++++ Data provided ++++

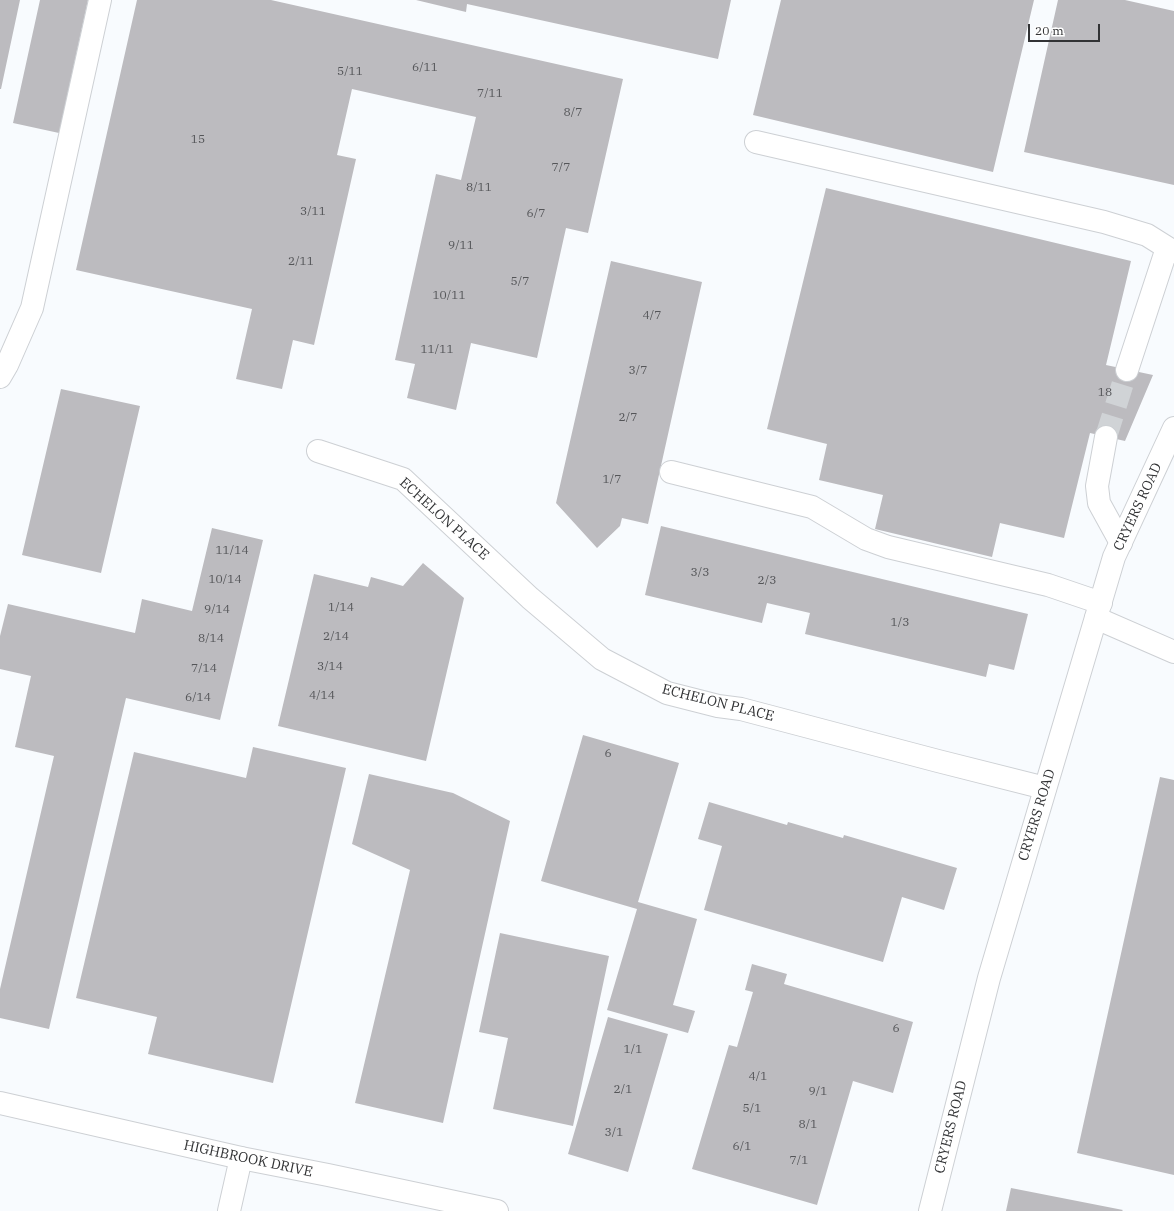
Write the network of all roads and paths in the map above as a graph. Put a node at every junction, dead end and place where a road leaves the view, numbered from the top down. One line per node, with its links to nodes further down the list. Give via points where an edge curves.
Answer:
1 (100, 0): 5 (main road, via 32,308)
2 (756, 142): 3 (main road, via 1104,222 1147,235)
3 (1170, 250): 4 (main road)
4 (1127, 370)
5 (0, 377)
6 (1174, 428): 10 (main road, CRYERS ROAD)
7 (1106, 437): 10 (main road, via 1097,486 1099,503)
8 (318, 451): 13 (main road, ECHELON PLACE, via 403,479 530,598 602,659 667,693 741,709)
9 (671, 472): 11 (main road, via 812,507 866,539 888,547 1048,585)
10 (1121, 543): 11 (main road, CRYERS ROAD)
11 (1099, 610): 12 (main road); 13 (main road, CRYERS ROAD)
12 (1174, 652)
13 (1045, 788): 18 (main road, CRYERS ROAD, via 989,978)
14 (0, 1103): 15 (main road, HIGHBROOK DRIVE)
15 (241, 1158): 16 (main road); 17 (main road, HIGHBROOK DRIVE)
16 (229, 1211)
17 (497, 1211)
18 (930, 1211)

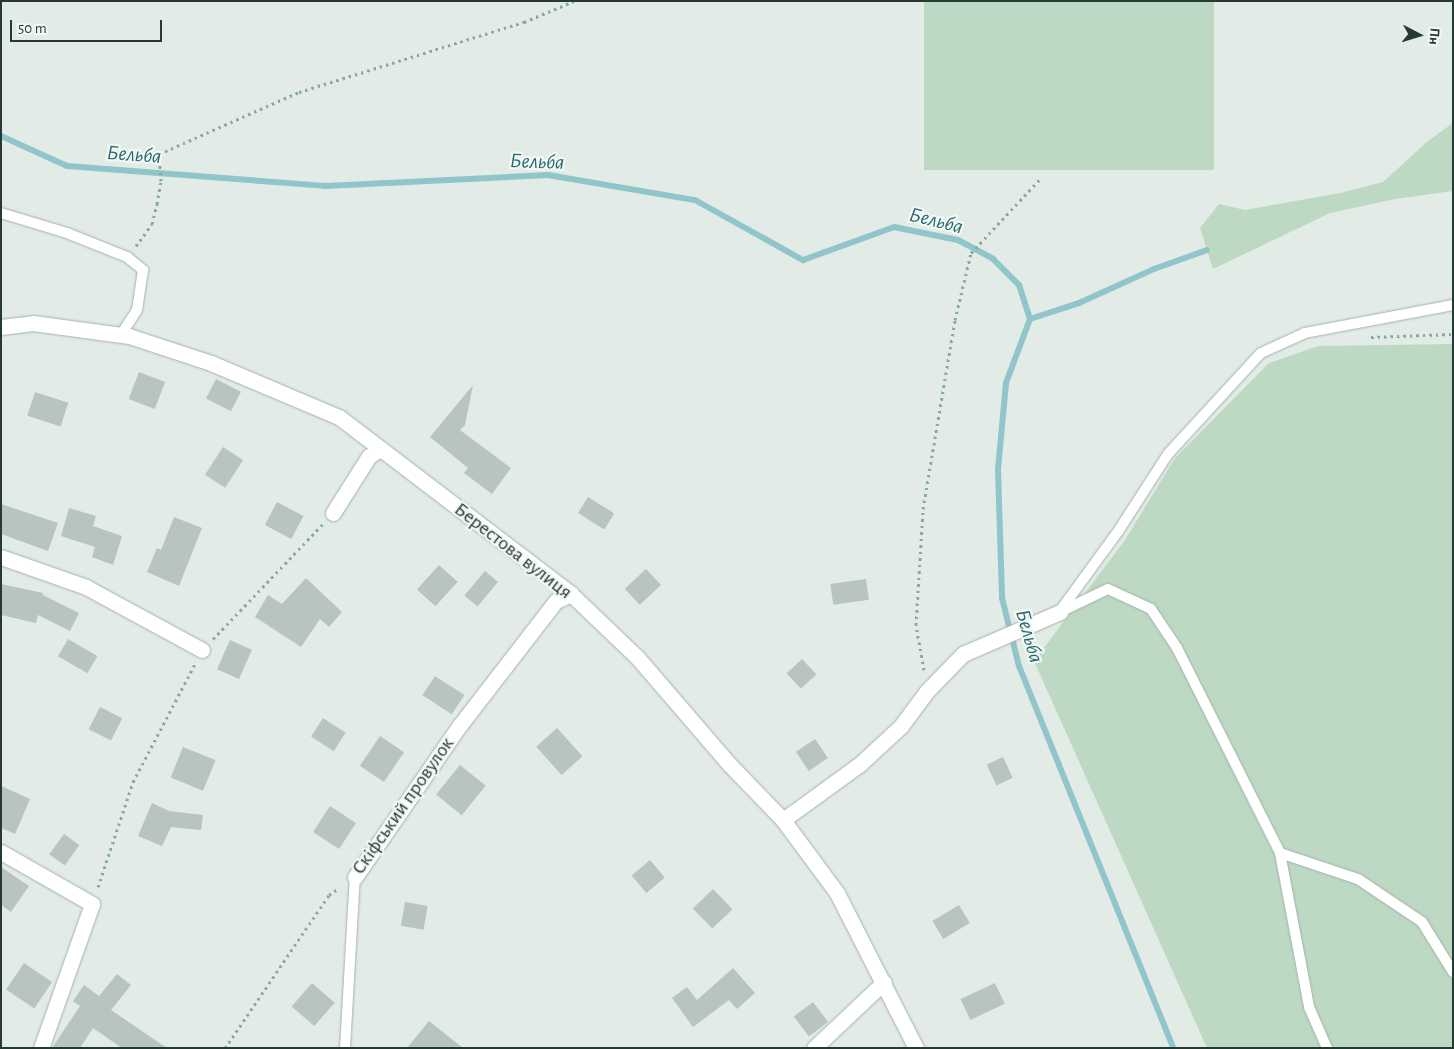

++++

## What needs to be done
Return the data above in its exact wording, with none of the pictures.

## Response to this task
Write the network of all roads and paths in the map above as a graph. Put a node at every junction, dead end and place where a road leaves the view, numbered from the top down. One line per node, with its links to nodes further down the list. Give via points where an edge curves.
Answer:
1 (100, 0): 5 (main road, via 32,308)
2 (756, 142): 3 (main road, via 1104,222 1147,235)
3 (1170, 250): 4 (main road)
4 (1127, 370)
5 (0, 377)
6 (1174, 428): 10 (main road, CRYERS ROAD)
7 (1106, 437): 10 (main road, via 1097,486 1099,503)
8 (318, 451): 13 (main road, ECHELON PLACE, via 403,479 530,598 602,659 667,693 741,709)
9 (671, 472): 11 (main road, via 812,507 866,539 888,547 1048,585)
10 (1121, 543): 11 (main road, CRYERS ROAD)
11 (1099, 610): 12 (main road); 13 (main road, CRYERS ROAD)
12 (1174, 652)
13 (1045, 788): 18 (main road, CRYERS ROAD, via 989,978)
14 (0, 1103): 15 (main road, HIGHBROOK DRIVE)
15 (241, 1158): 16 (main road); 17 (main road, HIGHBROOK DRIVE)
16 (229, 1211)
17 (497, 1211)
18 (930, 1211)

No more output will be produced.